The correct answer and explanation is :
To determine the work required in a reversible steady-flow device, we need to consider the conditions given in the problem:
- Initial state: Saturated water vapor at 160°C.
- Final state: The pressure is 1200 kPa, and the specific volume remains constant.
Step 1: Identify the Initial State Properties
From the steam tables for saturated water vapor at 160°C:
- The saturated vapor pressure at 160°C is approximately 474.35 kPa.
- The specific volume of saturated vapor ( v_{g} ) at 160°C is about 0.3928 m³/kg.
Step 2: Determine the Specific Volume
Since the specific volume remains constant throughout the process, we use the specific volume of the saturated vapor at 160°C, which is ( v = 0.3928 \, \text{m}^3/\text{kg} ).
Step 3: Use the Specific Volume to Find the Final Temperature
Since the volume is constant and the pressure changes, we can use the relationship between pressure and specific volume for an ideal gas, or we can check the steam tables at the final pressure (1200 kPa).
At 1200 kPa, the corresponding specific volume of steam in the superheated region is about 0.3928 m³/kg at a certain temperature.
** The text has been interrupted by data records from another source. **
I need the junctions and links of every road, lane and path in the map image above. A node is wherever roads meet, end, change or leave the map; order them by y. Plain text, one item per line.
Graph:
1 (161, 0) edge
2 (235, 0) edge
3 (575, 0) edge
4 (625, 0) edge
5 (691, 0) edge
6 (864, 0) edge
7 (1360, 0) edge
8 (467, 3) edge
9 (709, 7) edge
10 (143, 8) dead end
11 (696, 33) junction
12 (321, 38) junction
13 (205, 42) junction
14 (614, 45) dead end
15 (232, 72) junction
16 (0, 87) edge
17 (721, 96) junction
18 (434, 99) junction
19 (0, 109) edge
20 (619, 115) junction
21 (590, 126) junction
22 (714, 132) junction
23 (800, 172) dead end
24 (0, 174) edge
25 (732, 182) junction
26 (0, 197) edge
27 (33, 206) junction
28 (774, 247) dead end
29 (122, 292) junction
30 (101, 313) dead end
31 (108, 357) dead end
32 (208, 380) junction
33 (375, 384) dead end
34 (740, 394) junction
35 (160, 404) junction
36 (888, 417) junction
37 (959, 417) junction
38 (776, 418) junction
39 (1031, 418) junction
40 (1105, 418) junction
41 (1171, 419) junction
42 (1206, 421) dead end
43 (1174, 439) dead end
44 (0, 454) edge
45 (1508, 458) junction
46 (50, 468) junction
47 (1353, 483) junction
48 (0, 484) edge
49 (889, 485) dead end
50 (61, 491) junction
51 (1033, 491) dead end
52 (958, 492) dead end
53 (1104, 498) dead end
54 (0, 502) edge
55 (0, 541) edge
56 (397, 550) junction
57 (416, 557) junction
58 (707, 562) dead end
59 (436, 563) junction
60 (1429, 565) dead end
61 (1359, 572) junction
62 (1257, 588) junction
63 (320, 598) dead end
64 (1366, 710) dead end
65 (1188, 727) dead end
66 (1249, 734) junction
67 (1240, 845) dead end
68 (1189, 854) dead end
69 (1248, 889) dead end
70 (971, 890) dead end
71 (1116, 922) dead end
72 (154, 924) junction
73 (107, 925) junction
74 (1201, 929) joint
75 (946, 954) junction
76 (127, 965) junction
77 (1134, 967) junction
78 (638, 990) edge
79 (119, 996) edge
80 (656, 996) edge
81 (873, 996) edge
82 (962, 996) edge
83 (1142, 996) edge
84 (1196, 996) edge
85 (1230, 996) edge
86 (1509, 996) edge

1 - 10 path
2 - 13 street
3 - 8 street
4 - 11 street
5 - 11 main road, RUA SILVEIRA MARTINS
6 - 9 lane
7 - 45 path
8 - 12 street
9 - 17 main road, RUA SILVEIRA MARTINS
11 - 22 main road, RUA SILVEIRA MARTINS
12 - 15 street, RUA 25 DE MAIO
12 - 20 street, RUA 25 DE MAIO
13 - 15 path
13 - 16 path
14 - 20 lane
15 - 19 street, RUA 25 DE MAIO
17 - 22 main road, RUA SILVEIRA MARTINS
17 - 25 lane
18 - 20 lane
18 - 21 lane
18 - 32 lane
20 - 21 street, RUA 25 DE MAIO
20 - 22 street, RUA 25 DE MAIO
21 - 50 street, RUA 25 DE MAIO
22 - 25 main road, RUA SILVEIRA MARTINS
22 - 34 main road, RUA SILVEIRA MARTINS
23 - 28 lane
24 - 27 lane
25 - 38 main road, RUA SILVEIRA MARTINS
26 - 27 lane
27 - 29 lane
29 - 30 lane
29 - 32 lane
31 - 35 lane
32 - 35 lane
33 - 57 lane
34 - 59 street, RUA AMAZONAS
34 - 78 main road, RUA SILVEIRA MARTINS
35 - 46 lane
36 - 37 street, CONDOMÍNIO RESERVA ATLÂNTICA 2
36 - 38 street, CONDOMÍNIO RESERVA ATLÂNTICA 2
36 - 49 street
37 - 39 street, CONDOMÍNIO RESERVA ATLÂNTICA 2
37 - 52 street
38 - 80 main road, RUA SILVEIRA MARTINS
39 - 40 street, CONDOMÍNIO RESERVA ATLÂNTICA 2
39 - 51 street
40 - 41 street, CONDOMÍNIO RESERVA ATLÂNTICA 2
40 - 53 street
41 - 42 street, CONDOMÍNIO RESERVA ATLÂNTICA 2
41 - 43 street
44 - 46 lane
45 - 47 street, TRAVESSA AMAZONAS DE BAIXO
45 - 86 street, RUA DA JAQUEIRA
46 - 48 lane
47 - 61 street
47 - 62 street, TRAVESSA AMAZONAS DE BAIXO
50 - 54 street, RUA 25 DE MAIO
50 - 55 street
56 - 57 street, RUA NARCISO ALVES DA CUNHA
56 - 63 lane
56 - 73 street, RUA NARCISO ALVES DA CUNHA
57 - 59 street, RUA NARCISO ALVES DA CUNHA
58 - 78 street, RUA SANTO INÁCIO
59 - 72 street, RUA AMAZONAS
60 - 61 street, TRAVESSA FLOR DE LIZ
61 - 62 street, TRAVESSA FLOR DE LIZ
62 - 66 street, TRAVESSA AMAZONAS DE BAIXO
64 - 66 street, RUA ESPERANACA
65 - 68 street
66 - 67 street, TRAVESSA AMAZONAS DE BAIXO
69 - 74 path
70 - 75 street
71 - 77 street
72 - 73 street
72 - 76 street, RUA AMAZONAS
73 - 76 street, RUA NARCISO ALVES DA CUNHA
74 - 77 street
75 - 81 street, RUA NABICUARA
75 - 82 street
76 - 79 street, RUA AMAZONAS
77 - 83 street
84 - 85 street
Using the steam tables, we find that the temperature corresponding to this specific volume and pressure (1200 kPa) is approximately 350°C.
Step 4: Apply the First Law of Thermodynamics for Steady-Flow Devices
In a steady-flow process, the work done is given by:
[
W = \int_{V_1}^{V_2} P \, dV
]
Since the specific volume ( v ) is constant, this simplifies to:
[
W = P \Delta V = P(v_2 – v_1)
]
But since ( v_1 = v_2 ), the change in volume ( \Delta V ) is zero, implying that no work is done. Therefore, in this case, the work required in the system is zero.
Conclusion:
The work required in this case is zero kJ/kg because the specific volume remains constant, and there is no volume change during the process. Thus, no work is done on or by the system in this steady-flow process.